I am listening to Istanbul, intent, my eyes closed.
The Grand Bazaar is serene and cool,
A hubbub at the hub of the market,
Mosque yards are brimful of pigeons,
At the docks while hammers bang and clang
Spring winds bear the smell of sweat;
I am listening to Istanbul, intent, my eyes closed.
                                                     

Both describe Istanbul with a tender romanticism, with happiness and longing shaded by the trivial aspect of everyday life. Both illustrate an Istanbul now best remembered in post-cards, family photograph albums and popular films.

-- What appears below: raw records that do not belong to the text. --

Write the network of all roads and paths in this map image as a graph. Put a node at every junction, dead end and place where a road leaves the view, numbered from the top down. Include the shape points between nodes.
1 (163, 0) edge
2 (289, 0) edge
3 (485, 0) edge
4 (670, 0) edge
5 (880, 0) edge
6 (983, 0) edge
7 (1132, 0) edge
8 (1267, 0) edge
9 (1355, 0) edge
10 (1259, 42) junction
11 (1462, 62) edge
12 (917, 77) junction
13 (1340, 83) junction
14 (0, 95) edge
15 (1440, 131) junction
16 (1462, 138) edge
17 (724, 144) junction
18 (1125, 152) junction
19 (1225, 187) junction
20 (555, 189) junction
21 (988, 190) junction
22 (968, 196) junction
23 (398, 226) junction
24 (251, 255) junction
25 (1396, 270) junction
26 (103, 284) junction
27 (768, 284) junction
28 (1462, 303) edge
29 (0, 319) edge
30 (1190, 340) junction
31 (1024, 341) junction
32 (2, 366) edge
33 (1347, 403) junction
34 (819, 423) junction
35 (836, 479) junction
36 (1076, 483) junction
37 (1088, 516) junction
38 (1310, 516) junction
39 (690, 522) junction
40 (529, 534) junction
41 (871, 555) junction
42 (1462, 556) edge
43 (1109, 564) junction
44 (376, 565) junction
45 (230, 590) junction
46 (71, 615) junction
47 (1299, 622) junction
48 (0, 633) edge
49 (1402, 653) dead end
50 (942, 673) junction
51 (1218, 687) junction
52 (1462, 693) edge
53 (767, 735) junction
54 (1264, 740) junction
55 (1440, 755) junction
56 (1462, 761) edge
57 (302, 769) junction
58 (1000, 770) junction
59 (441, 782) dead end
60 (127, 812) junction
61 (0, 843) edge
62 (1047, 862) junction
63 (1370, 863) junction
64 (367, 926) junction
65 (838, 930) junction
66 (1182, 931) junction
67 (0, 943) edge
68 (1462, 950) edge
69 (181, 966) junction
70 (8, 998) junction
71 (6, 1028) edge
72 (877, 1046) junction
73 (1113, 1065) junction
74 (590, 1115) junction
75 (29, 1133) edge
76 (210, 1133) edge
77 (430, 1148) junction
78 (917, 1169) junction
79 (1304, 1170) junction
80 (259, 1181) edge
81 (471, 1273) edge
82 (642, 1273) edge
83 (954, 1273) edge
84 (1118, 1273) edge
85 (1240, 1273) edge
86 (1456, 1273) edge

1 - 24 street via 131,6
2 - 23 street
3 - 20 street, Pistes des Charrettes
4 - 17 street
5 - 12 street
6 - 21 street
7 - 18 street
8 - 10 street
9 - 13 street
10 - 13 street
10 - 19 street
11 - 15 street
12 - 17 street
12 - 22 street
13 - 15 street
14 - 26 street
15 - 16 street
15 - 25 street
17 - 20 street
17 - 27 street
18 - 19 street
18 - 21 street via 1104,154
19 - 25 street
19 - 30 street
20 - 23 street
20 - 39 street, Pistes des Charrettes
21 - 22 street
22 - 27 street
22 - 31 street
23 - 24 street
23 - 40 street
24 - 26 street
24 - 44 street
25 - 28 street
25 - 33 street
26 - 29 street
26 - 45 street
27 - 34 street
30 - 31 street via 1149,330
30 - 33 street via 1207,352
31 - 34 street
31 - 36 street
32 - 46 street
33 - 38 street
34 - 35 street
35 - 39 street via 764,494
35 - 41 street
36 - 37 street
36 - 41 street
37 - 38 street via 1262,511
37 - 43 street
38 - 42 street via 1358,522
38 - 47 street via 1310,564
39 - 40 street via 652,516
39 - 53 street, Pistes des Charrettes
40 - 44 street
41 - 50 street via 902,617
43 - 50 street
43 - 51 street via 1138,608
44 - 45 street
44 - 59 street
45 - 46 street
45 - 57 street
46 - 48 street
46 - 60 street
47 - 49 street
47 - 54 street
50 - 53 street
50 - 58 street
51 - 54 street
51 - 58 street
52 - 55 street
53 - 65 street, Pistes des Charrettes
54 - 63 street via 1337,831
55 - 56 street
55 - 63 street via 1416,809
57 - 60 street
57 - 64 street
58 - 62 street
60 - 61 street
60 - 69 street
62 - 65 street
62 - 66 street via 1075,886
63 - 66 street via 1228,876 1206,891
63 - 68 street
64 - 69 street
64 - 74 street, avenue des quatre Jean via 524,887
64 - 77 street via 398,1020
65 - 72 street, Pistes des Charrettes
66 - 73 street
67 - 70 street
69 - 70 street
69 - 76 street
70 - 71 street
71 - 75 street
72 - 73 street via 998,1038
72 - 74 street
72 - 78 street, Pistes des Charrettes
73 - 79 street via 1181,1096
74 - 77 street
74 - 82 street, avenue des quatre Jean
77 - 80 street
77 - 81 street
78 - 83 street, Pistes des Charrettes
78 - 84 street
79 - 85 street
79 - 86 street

These are images of delicate beauty at odds with the contemporary city shaped by harsher paradoxes of globalization, and  an urban environment that filters out the nuanced sounds of human energy and joy. But look hard enough and one can still discover city’s still concealed treasures. For many artists, intellectuals and academic theorists, foreign or Istanbul-born, the city is still a portal to an intricate maze, a terrain to be surveyed and utilized as a basis for creative thinking and production.

 

The well-respected Turkish sociologist, Çağlar Keyder, identifies the post-1945 era as the 2nd Republican Period. This is the period in which Istanbul embarked on its modernist transformation, no longer the abandoned home of empire, but a metropolis at the centre of national development. The uncontrolled expansion of the city, the result of continuous in-migration from Anatolia, challenged during two short decades the dreamy and Orientalist image of the Istanbul. The two poems were a last optimistic portrayal of a city, which by the end of the 1970s had already lost its Byzantine and Ottoman, character and become a heterogeneous and chaotically modernist mega-polis.

 

Later, in his 1990 novel Black Book Orhan Pamuk invented a post-modern language to reflect the multi-faceted texture of life in Istanbul, its intricate pattern of ancient streets, its 3,000-year complicated history and the dilemma of being divided by the Bosporus, of being half Europe, in Asia.

 

The paradise we call the Bosporus will turn into a pitch-black swamp in which the mud-caked skeletons of galleon will gleam like the luminous teeth of ghosts” is Pamuk’s description of a dried up Bosporus in chapter two of the Black Book. The surrealistic deconstruction of the city is in fact a prediction of ongoing architectural, sociological, transformations.

 

For centuries, Istanbul has been graphically reproduced in old engravings and photographs. Today we have a seemingly infinite archive of objective, subjective and digital photography of Istanbul. Sometimes the city itself is the subject of these images, but sometimes the city is used as a metaphor for the expression or narration of a concept or a statement of an artist.

 

One of the artists who identified his quest for truth with Istanbul is Sıtkı Kösemen.

 

Sıtkı Kösemen is a contemporary artist who, since the early 1970s, has devoted himself to photography. His central theme is Istanbul and its socio-political transition. These he mirrors to astonishing effect in intriguing street scenes or more spectacular panoramas. His camera also follows the micro-narrations of the daily lives of Istanbul’s multi-cultured inhabitants.

 

Kösemen records Istanbul’s changing scenery, its elusiveness, as well as moments of transition through separate series of photographs. His aim in these series, examples of which appear in this exhibition, is to treat his chosen subjects to repeated observation, all pointing to the most contemporary manifestation of this city.

 

In his Bosphorus Series, he approaches the most eminent of Istanbul landmarks from the sea, focusing his camera on the famous seaside palaces and residential Yalıs. His perspective is deliberately frontal and rigorously reminiscent of the famous orientalist engravings; in particular his use of the triptych form indicates the semi-impossibility of depicting a building in its totality. These exquisite photographs contain hardly a trace of an Istanbul of poems and post-card nostalgia; they are momentous and worldly, an attempt to flip the orientalist discontent into a post-orientalist contentment.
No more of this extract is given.